Comparative benefits of nab-paclitaxel over gemcitabine or polysorbate-based docetaxel in experimental pancreatic cancer.

Abstract

192 Background: Gemcitabine (Gem), a standard cytotoxic therapy for pancreatic cancer, has shown limited clinical benefits. Nanoparticle albumin-bound (nab) paclitaxel (NPT), an approved treatment for breast cancer, has shown efficacy as mono- and combination therapy in multiple tumor types including pancreatic, lung and ovarian cancer. We evaluated the NPT treatment benefits compared with Gem or solvent-based taxane docetaxel (DT) in experimental pancreatic cancer. Methods: In vitro cell proliferation and protein expression were measured by WST-1 assay and immunoblotting. Tumor growth and animal survival studies were performed in murine xenografts. Intratumoral proliferative activity was measured using Ki67 nuclear antigen staining. Results: For AsPC-1, BxPC-3, MIA PaCa-2 and Panc-1 cells in vitro, Gem IC50 levels were 23.9 mM, 506 nM, 332 nM and 14.5 nM; DT IC50 levels were 30 nM, 4.6 nM, 37.5 nM and 27 nM; and NPT IC50 levels were 7.6 mM, 208 nM, 519 nM and 526 nM. NPT addition decreased Gem IC50 to 1.7 mM, 189 nM, 123 nM and 913 nM; DT addition decreased Gem IC50 to 436 nM, 470 nM, 124 nM and 0.2 nM in AsPC-1, BxPC-3, MIA PaCa-2 and Panc-1 cells, respectively. NPT and DT treatment increased stathmin phosphorylation and decreased tubulin expression in vitro. In a heterotopic in vivo model, net tumor growth inhibition after Gem, DT and NPT was 67, 31 and 72 percent, while intratumoral proliferative index inhibition was 41, 53 and 68 percent, respectively.
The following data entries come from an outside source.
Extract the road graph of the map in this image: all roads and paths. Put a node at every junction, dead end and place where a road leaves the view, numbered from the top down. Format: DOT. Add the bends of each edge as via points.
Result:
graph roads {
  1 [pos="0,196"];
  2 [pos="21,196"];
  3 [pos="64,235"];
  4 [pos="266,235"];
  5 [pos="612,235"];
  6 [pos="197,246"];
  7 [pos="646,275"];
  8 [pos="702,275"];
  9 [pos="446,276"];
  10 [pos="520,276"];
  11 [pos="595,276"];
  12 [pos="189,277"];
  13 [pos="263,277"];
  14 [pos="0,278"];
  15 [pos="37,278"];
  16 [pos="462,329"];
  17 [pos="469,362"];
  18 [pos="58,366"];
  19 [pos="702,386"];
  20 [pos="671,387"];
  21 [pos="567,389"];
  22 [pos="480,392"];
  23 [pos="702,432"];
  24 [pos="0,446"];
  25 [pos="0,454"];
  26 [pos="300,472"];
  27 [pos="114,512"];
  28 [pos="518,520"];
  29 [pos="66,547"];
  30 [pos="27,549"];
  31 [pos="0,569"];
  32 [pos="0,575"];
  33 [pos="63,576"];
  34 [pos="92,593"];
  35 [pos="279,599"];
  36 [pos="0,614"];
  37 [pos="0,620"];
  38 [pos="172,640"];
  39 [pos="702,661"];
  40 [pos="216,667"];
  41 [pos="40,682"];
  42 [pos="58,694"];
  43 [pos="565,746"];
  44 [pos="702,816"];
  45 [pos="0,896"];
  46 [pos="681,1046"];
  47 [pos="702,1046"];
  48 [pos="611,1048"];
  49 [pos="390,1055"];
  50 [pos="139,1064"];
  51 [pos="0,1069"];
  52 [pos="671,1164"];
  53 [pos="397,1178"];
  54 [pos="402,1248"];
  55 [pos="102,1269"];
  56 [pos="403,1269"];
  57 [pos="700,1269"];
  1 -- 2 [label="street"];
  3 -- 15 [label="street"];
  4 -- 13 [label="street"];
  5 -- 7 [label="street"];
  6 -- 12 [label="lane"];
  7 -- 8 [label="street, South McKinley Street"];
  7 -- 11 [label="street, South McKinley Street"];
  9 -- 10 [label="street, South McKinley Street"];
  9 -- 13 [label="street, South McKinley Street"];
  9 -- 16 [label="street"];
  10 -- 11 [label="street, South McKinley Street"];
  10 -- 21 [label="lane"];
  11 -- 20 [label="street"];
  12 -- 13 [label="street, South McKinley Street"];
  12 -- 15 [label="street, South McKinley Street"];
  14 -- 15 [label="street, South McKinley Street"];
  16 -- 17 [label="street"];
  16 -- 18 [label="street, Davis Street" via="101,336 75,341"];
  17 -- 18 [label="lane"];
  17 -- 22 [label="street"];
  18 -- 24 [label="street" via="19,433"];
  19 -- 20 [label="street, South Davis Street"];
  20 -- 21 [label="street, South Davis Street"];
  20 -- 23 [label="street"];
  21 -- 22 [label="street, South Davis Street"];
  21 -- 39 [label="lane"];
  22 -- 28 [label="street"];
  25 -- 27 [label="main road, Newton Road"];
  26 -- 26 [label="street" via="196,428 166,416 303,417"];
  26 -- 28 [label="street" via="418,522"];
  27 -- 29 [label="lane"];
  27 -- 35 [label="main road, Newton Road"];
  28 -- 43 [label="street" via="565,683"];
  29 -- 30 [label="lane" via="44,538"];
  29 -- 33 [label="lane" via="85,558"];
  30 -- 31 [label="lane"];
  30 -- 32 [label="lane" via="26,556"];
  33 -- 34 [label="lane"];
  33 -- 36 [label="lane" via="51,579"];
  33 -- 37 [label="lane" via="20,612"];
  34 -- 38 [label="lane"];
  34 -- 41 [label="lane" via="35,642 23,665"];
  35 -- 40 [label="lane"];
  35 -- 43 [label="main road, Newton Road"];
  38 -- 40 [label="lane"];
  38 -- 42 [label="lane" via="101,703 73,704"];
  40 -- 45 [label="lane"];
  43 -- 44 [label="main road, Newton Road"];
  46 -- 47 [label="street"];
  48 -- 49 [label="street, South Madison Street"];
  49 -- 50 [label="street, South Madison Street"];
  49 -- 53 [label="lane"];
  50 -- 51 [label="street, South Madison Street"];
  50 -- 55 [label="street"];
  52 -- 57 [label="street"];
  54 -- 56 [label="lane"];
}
In an intraperitoneal model, median animal survival was significantly longer in the NPT treatment group (41 days, p<0.002 vs. control and Gem) compared to Gem (32 days, p=0.005 vs. control), DT (32 days, p=0.005 vs. control) and controls (20 days). Animal survival in NPT-Gem and DT-Gem sequential treatment groups was 43 and 40 days, and thus not superior to NPT alone. Conclusions: Nab-paclitaxel has significantly superior antitumor activity as a single agent in experimental pancreatic cancer compared with gemcitabine or docetaxel. These findings provide a strong rationale for considering nab-paclitaxel as first-line monotherapy in patients with pancreatic cancer.